I will say it again:
I have an answer to the question "Why does God exist?" and you don't.
According to you, having a weak hypothesis is better than no hypothesis, therefore it is true that the giant space goat exists.
The logic of your own argument leads to the conclusion that the space goat is real and is the creator of God.
Either the logic is valid when applied to both the space goat and to God, or else the logic is not valid when applied to either conclusion. The logic of an argument does not become valid or invalid based on what conclusion we are trying to support with the argument. Either the logic of the argument is valid or it isn't.

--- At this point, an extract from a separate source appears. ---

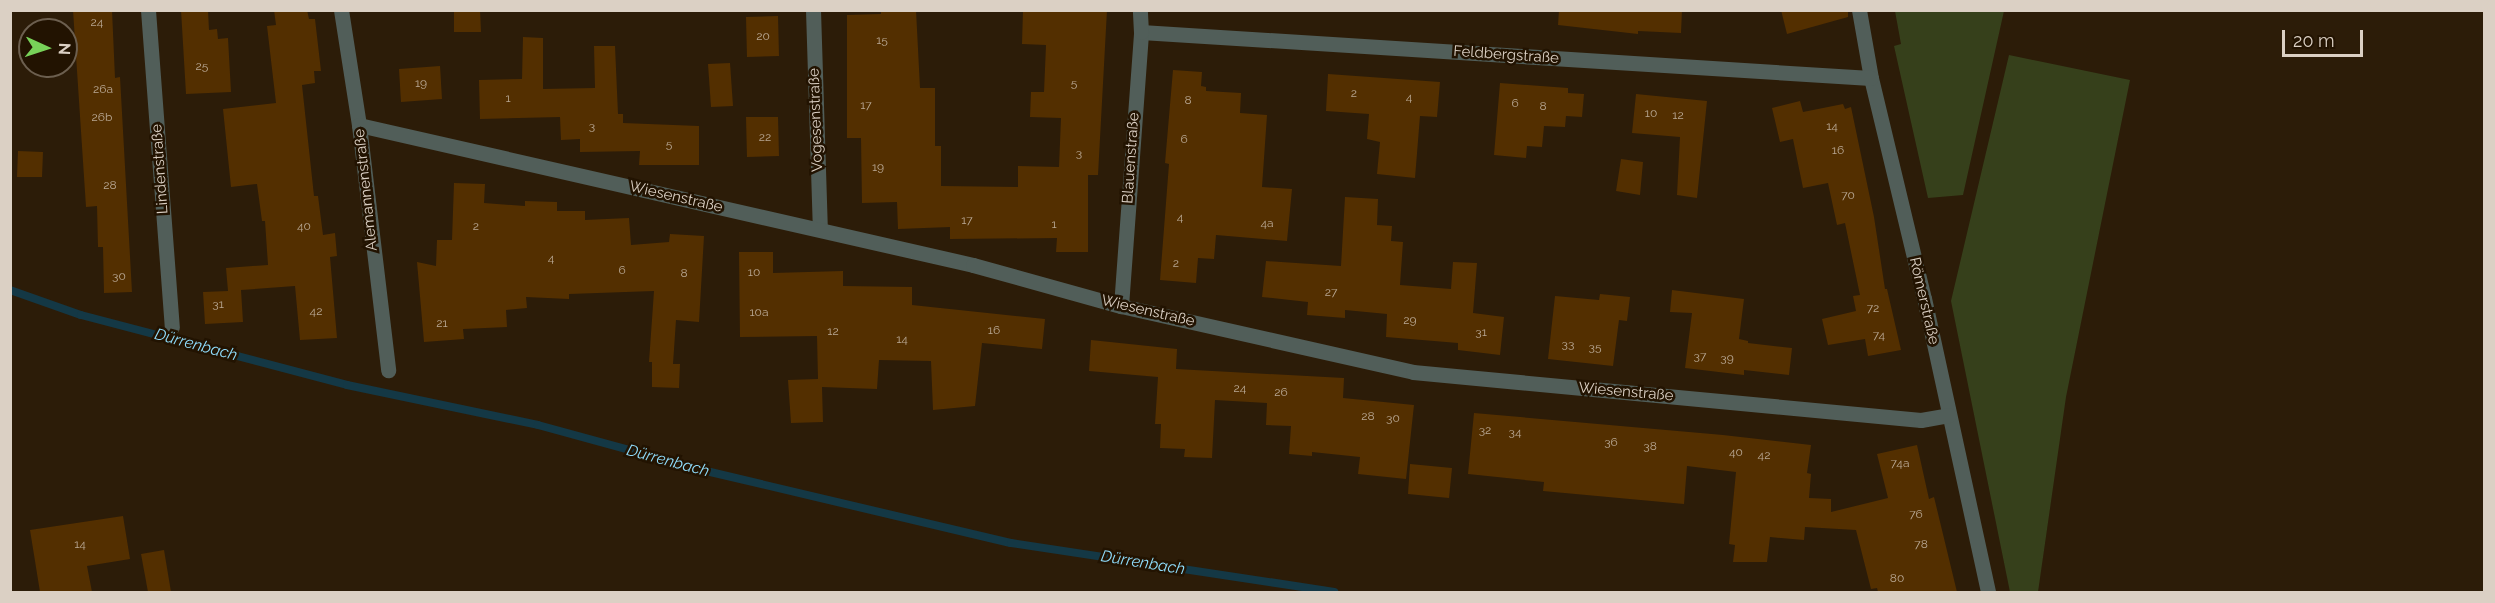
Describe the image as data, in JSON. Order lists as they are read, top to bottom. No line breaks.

The purpose of an argument is to either support (good logic) or fail to support (bad logic) a conclusion.
You can't say that the logic is valid when applied to conclusion A but not conclusion B because conclusion A is true and B is not, because the entire point of having a conversation in which we use arguments to support conclusions is to determine which if any conclusions are valid.
You're using circular logic to defend bad logic.
- X is true because it is supported by argument B.
- Argument B uses valid logic because X is true.
- Y is not true even though it is supported by argument B.
- Argument B uses invalid logic because Y is false.
That's just not how logic works. That's not how truth works.
This link explains why circular logic fails to support conclusions, and uses famous lines from a famous movie to explain why circular logic does not support conclusions:
https://www.logicallyfallacious.com/tools/lp/Bo/LogicalFallacies/66/Circular-Reasoning
Hopefully the movie quotes will make the explanation easier to understand.